We here at the Independent love every piece we run. There are no winners or losers. But all kidding aside, here are September’s winners.












  1. Kitty Kelley’s review of Graceland, at Last: Notes on Hope and Heartache from the American South by Margaret Renkl (Milkweed Editions). “So far, this lovely little book is bright, courteous, and informative, even lady-like, but then Renkl ventures into territory that more timid Southerners would avoid: sex, religion, and politics. Here, she shows her soul as she lambasts the Tennessee legislature for its misbegotten attempts to amend the state constitution to prevent same-sex marriage, for denying birth certificates to babies born to undocumented parents, and for outlawing abortions after a fetal heartbeat can be detected, which is, Renkl writes, frequently before a woman even knows she’s pregnant.”

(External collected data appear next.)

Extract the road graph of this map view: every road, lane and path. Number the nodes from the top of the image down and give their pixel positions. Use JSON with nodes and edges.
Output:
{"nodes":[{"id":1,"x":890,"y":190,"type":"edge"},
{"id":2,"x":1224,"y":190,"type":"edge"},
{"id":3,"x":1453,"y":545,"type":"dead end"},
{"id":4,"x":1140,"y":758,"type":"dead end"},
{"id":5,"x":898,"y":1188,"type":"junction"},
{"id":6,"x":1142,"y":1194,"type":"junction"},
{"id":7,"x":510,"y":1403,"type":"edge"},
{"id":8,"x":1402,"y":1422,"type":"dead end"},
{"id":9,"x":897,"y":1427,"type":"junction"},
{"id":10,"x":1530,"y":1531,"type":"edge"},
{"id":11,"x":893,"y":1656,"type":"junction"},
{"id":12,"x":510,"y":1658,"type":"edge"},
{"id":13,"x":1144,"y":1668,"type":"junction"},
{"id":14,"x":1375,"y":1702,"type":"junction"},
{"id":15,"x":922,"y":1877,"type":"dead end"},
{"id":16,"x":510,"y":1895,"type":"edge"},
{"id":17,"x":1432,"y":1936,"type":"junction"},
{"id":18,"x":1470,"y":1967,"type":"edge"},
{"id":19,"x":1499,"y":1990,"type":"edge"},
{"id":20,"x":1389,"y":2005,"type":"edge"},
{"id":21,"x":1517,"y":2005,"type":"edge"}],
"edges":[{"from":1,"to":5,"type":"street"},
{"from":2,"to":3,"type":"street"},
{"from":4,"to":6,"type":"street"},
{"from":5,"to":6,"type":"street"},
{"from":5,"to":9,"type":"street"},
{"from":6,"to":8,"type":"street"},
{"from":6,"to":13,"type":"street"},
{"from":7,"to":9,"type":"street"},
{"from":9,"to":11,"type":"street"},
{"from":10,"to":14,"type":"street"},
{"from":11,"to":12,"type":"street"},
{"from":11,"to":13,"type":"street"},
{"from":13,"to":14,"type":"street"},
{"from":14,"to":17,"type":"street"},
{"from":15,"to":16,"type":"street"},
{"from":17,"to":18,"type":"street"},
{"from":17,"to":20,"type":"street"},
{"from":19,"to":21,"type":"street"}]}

  2. David O. Stewart’s review of The Strategy of Victory: How George Washington Won the American Revolution by Thomas Fleming (Da Capo Press). “Fleming doesn’t develop the thesis with particular care, and it’s slightly odd that the general who seemed to follow the strategy best was not Washington (who always ached for a slam-bang final battle with the British), but his protégé, Nathanael Greene, who utterly thwarted the enemy in the key Southern campaign in 1780 and 1781 while never winning even a skirmish. It was Greene’s work that drove the British into the mistakes that resulted in the capitulation at Yorktown in September 1781. In fact, Washington disappears from the narrative for significant portions of the story. But it’s no matter. Fleming’s prose shines when he’s got a tale to tell about fighting and sacrifice by men in frayed and tattered clothes who were rarely paid and usually hungry.”

  3. Eugene L. Meyer’s review of Sons and Soldiers: The Untold Story of the Jews Who Escaped the Nazis and Returned with the U.S. Army to Fight Hitler by Bruce Henderson (William Morrow). “Through there are many supporting actors, author Bruce Henderson has wisely focused on the stories of six men, weaving them together into a gripping narrative of wartime life, love, loss, and death. Idyllic childhoods shift into lives of fear and desperation as a civilized nation descends deeply, even abruptly, into a nightmarish state led by a demagogic dictator dedicated to the destruction of an entire class of its own people, loyal Germans who happened to be Jews.”

  4. Michael Maiello’s review of Wildland: The Making of America’s Fury by Evan Osnos (Farrar, Straus and Giroux). “Ultimately, though, Osnos reveals that the U.S. is not just a population misled by manipulative internet memes or podcast idealogues. He is at his best when he captures the frustrations of Americans who have good ideas but no standing to implement them or even to make them heard. At its best, Wildland is as revealing of the American psyche as Arthur Miller’s 1949 play, Death of a Salesman, when Linda Loman laments that ‘attention must be paid’ to the life of her late and imperfect husband.”

  5. Holly Smith’s review of Our Own Worst Enemy: The Assault from within on Modern Democracy by Tom Nichols (Oxford University Press). “If you’re an American, you may be depressed, alarmed, or even outraged about the increasingly dire state of our democracy, but you shouldn’t be confused over who’s to blame for it. As Tom Nichols makes clear in Our Own Worst Enemy, we all are. Part lament over what we’ve become — an unserious, childish electorate that wants its lollipop and wants it now — and part plea to stop the bleeding before it’s too late, this short, conversational book feels like a well-intentioned lecture from Dad to stand up straight, tuck in your shirt, and get a job for Chrissake. By the end, I felt nothing but despair.”